Time Limit: 2000/1000 MS (Java/Others)    Memory Limit: 65536/32768 K (Java/Others)
Total Submission(s): 4730    Accepted Submission(s): 1610

Problem Description

A Fibonacci sequence is calculated by adding the previous two members the sequence, with the first two members being both 1.
F(1) = 1, F(2) = 1, F(3) = 1,F(4) = 1, F(n>4) = F(n - 1) + F(n-2) + F(n-3) + F(n-4)
Your task is to take a number as input, and print that Fibonacci number.

 

 

Input

Each line will contain an integers. Process to end of file.

 

 

Output

For each case, output the result in a line.

 

 

Sample Input

100

 

 

Sample Output

4203968145672990846840663646


Note:
No generated Fibonacci number in excess of 2005 digits will be in the test data, ie.

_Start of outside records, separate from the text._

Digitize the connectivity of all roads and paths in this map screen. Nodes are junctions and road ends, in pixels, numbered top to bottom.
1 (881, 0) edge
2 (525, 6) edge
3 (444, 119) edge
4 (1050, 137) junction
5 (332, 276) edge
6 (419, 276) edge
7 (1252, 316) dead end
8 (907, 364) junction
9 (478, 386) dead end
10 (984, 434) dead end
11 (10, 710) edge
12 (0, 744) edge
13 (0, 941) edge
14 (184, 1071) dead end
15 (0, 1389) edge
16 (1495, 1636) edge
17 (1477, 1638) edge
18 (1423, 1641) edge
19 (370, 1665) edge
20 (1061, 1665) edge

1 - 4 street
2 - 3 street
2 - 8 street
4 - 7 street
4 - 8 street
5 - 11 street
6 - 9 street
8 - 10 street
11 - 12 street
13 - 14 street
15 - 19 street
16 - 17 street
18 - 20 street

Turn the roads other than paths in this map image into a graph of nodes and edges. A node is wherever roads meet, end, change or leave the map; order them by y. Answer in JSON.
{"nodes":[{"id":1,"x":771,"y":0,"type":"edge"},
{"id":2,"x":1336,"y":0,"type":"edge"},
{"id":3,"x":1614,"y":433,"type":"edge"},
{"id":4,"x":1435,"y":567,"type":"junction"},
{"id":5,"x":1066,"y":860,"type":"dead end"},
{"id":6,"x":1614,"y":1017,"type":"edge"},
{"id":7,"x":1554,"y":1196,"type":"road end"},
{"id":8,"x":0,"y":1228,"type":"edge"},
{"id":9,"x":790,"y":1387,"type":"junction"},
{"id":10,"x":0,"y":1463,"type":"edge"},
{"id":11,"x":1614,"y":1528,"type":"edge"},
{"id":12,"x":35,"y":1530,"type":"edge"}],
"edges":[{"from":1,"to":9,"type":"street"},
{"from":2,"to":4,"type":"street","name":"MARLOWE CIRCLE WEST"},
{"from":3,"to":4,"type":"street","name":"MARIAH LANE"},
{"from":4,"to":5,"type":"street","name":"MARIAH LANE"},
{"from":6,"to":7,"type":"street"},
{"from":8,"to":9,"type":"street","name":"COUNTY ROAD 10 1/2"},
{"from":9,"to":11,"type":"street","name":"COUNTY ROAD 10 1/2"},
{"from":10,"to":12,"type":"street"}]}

F(20) = 66526 has 5 digits.

Output

For each case, output the result in a line.

 

题目给出公式
F(1) = 1, F(2) = 1, F(3) = 1,F(4) = 1, F(n>4) = F(n - 1) + F(n-2) + F(n-3) + F(n-4)，然后给出n，要求出F[n]，数据比较大，要用到大数运算

AC code:

#include<iostream>
#include<cstdlib>
#include<cstring>
#include<algorithm>

using namespace std;

int f[4][2100];
int ans[2100];

int main()
{
    int N;

    while(cin>>N)
    {
        if(N<=4)
        {
            cout<<"1"<<endl;
            continue;
        }
        memset(f,0,sizeof f);
        memset(ans,0,sizeof ans);
        f[0][0]=f[1][0]=f[2][0]=f[3][0]=1;
        int len=1;
        for(int i=4;i<N;i++)
        {
            int carry=0;
            for(int j=0;j<len;j++)
            {
                int temp=carry+f[0][j]+f[1][j]+f[2][j]+f[3][j];
                ans[j]=temp%10;
                carry=temp/10;
            }
            while(carry!=0)
            {
                ans[len++]=carry%10;
                carry/=10;
            }
            for(int j=0;j<len;j++)
            {
                f[i%4][j]=ans[j];
            }
        }
        for(int i=len-1;i>=0;i--)
            cout<<ans[i];
        cout<<endl;
    }
}